Derivative for aten::scatter_ is not implemented

I am having problems backpropagating (loss.backward()) the error when my model uses the aten::scatter_ function to compute the loss function.

First, I define my model where in the forward function, I use the aten::scatter_ function to create the product across individuals with the same id.

import torch
import torch.nn as nn
import torch.optim as optim
class Net(nn.Module):
    def __init__(self):
        super(Net, self).__init__()
        self.beta = nn.Linear(1, 1, bias=False)

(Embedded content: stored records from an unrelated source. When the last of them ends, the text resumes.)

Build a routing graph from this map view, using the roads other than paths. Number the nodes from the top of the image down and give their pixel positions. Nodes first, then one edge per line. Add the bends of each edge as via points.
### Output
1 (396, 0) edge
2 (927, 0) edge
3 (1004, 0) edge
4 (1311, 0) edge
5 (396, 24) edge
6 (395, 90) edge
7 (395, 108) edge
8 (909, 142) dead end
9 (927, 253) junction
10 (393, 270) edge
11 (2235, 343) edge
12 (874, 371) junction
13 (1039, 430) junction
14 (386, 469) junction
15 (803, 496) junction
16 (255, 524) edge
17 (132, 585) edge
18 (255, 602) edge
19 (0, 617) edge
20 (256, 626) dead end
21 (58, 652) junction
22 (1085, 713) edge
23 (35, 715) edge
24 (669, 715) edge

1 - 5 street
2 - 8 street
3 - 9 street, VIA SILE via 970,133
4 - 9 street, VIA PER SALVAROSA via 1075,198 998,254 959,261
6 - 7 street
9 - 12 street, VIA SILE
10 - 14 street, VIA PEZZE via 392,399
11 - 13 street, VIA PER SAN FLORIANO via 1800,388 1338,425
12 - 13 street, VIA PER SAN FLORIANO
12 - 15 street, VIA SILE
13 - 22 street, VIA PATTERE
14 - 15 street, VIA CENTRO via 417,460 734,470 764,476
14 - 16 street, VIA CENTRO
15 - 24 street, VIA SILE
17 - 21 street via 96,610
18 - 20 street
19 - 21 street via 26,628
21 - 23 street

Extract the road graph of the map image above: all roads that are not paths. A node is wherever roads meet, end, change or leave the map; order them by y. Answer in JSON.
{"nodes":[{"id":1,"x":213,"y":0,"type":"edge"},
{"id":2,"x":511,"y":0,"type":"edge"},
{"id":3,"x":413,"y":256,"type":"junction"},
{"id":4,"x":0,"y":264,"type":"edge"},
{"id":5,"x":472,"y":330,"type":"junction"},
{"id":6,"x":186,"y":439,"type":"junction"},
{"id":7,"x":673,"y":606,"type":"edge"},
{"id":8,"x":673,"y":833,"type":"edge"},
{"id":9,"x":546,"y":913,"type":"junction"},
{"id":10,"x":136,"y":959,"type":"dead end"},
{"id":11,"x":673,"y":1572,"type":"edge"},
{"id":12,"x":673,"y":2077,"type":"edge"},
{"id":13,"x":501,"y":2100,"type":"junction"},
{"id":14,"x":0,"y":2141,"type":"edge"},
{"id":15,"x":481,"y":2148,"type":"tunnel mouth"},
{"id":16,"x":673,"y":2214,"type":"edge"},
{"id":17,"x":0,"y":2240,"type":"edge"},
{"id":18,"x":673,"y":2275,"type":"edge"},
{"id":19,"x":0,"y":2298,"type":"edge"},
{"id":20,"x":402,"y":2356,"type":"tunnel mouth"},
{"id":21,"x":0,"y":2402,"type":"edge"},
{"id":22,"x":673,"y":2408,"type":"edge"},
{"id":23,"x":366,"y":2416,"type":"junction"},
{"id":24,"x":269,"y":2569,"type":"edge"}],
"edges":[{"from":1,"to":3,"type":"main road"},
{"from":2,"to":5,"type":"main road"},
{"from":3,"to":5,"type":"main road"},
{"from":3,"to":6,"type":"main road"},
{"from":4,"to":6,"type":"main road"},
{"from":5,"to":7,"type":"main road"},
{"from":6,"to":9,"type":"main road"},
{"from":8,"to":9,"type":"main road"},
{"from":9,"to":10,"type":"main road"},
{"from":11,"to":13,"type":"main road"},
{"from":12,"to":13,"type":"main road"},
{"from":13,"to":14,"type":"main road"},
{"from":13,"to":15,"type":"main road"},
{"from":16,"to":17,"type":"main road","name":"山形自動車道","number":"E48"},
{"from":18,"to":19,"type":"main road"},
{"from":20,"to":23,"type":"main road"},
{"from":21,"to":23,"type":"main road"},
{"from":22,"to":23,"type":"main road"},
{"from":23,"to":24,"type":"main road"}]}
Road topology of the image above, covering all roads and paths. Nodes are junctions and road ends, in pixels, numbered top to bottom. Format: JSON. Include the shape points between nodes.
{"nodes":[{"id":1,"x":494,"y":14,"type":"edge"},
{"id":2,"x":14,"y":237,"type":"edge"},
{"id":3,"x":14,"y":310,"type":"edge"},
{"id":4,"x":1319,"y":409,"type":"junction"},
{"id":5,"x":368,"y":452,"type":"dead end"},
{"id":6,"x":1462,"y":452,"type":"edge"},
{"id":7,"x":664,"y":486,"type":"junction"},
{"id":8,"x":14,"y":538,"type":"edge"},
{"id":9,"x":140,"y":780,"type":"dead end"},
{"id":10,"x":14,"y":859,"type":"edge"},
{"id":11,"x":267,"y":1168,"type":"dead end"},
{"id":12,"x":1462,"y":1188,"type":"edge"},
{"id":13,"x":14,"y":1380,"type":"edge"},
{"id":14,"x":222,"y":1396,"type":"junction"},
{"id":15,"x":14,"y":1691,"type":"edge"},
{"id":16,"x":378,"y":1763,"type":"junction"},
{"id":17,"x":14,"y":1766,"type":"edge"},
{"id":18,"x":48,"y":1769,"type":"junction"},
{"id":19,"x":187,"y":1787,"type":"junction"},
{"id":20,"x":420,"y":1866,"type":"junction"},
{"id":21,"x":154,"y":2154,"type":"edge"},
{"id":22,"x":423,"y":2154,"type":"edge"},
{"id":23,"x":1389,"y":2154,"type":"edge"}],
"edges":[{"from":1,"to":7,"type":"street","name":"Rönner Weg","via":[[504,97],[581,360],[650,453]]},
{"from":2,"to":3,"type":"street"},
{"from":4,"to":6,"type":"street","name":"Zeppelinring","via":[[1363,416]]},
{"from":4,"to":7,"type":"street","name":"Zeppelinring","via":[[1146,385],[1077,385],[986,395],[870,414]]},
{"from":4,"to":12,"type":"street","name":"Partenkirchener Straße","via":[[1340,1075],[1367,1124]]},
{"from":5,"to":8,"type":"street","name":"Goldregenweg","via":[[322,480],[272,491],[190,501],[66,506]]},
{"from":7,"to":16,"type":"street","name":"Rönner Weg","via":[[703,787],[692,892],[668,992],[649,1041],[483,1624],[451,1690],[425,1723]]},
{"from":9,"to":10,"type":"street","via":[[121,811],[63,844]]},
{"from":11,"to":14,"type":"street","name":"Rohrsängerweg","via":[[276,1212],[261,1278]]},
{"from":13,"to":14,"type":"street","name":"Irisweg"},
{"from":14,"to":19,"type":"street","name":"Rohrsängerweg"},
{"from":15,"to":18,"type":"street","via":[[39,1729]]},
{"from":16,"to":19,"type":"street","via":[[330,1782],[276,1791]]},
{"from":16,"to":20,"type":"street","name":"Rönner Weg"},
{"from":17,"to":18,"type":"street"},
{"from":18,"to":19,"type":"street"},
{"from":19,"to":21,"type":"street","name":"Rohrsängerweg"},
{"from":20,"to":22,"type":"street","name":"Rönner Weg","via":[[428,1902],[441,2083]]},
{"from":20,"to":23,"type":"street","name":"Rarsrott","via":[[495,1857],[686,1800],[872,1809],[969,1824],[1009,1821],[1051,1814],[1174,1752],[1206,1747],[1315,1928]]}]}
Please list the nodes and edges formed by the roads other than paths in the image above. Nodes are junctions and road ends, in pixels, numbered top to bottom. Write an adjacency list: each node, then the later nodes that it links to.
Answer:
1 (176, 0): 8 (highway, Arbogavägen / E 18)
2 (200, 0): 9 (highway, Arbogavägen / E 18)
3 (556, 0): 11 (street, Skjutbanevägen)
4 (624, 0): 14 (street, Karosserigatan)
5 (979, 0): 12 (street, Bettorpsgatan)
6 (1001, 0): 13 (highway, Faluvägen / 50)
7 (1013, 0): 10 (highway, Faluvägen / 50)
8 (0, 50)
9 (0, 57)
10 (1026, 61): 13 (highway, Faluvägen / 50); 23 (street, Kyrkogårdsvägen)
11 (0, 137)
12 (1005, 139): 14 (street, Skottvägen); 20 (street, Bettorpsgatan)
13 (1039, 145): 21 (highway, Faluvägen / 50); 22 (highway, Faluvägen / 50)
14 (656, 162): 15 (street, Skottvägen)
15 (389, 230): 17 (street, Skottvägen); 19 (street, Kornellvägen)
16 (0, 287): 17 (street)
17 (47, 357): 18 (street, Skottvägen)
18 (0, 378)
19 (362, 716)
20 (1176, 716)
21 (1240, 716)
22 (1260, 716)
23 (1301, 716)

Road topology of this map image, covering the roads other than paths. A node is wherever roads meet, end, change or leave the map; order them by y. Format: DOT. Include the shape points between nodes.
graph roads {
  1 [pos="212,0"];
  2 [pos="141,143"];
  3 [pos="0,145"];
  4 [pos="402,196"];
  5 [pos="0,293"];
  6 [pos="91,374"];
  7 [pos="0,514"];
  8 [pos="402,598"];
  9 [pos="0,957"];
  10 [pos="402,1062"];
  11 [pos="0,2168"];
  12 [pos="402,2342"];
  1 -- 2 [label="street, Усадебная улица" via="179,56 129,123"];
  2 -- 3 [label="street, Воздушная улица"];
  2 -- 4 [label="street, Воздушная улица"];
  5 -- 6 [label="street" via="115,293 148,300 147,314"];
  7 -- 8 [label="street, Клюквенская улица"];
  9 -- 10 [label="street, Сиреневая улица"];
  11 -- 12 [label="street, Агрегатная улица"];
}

    def forward(self, x, id):
        b = self.beta(torch.ones(1, 1))
        xb = x*b
        N = torch.unique(id).shape[0]
        scattering = torch.ones(N, 1, dtype=x.dtype)
        # Here i am computing the product across rows of the same id
        scattering_res = scattering.scatter_(0, id-1, xb, reduce='multiply' )
        loss = torch.sum(scattering_res)
        return loss

Here I create some tensors to apply the model and replicate the error message I am getting:

id = torch.tensor([1, 1, 2, 2, 3, 3, 4, 4, 5, 5],dtype=torch.int64).reshape(10, 1)
x = torch.tensor([1, 2, 3, 4, 5, 6, 7, 8, 9, 10], dtype=torch.float).reshape(10, 1)
y = torch.tensor([1, 2, 3, 4, 5, 6, 7, 8, 9, 10],dtype=torch.float).reshape(10, 1)
net = Net() 
optimizer = optim.SGD(net.parameters(), lr=0.01)
criterion = nn.MSELoss()

# Update params
loss = net(x, id)
## RuntimeError: derivative for aten::scatter_ is not implemented

Do you know how to solve this issue?. Additionally, I came across a GitHub issue (Derivative issue when using scatter_max · Issue #63 · rusty1s/pytorch_scatter · GitHub) where a similar problem was posted, but I couldn’t adjust it to solve my problem.

Below you can see the whole traceback error message.

RuntimeError                              Traceback (most recent call last)
Untitled-2 in <cell line: 32>()
     <a href='untitled:Untitled-2?line=31'>32</a> optimizer.zero_grad()
     <a href='untitled:Untitled-2?line=32'>33</a> loss = net(x, id)
---> <a href='untitled:Untitled-2?line=33'>34</a> loss.backward()

File c:\Users\u0133260\Anaconda3\envs\pyt\lib\site-packages\torch\, in Tensor.backward(self, gradient, retain_graph, create_graph, inputs)
    387 if has_torch_function_unary(self):
    388     return handle_torch_function(
    389         Tensor.backward,
    390         (self,),
    394         create_graph=create_graph,
    395         inputs=inputs)
--> 396 torch.autograd.backward(self, gradient, retain_graph, create_graph, inputs=inputs)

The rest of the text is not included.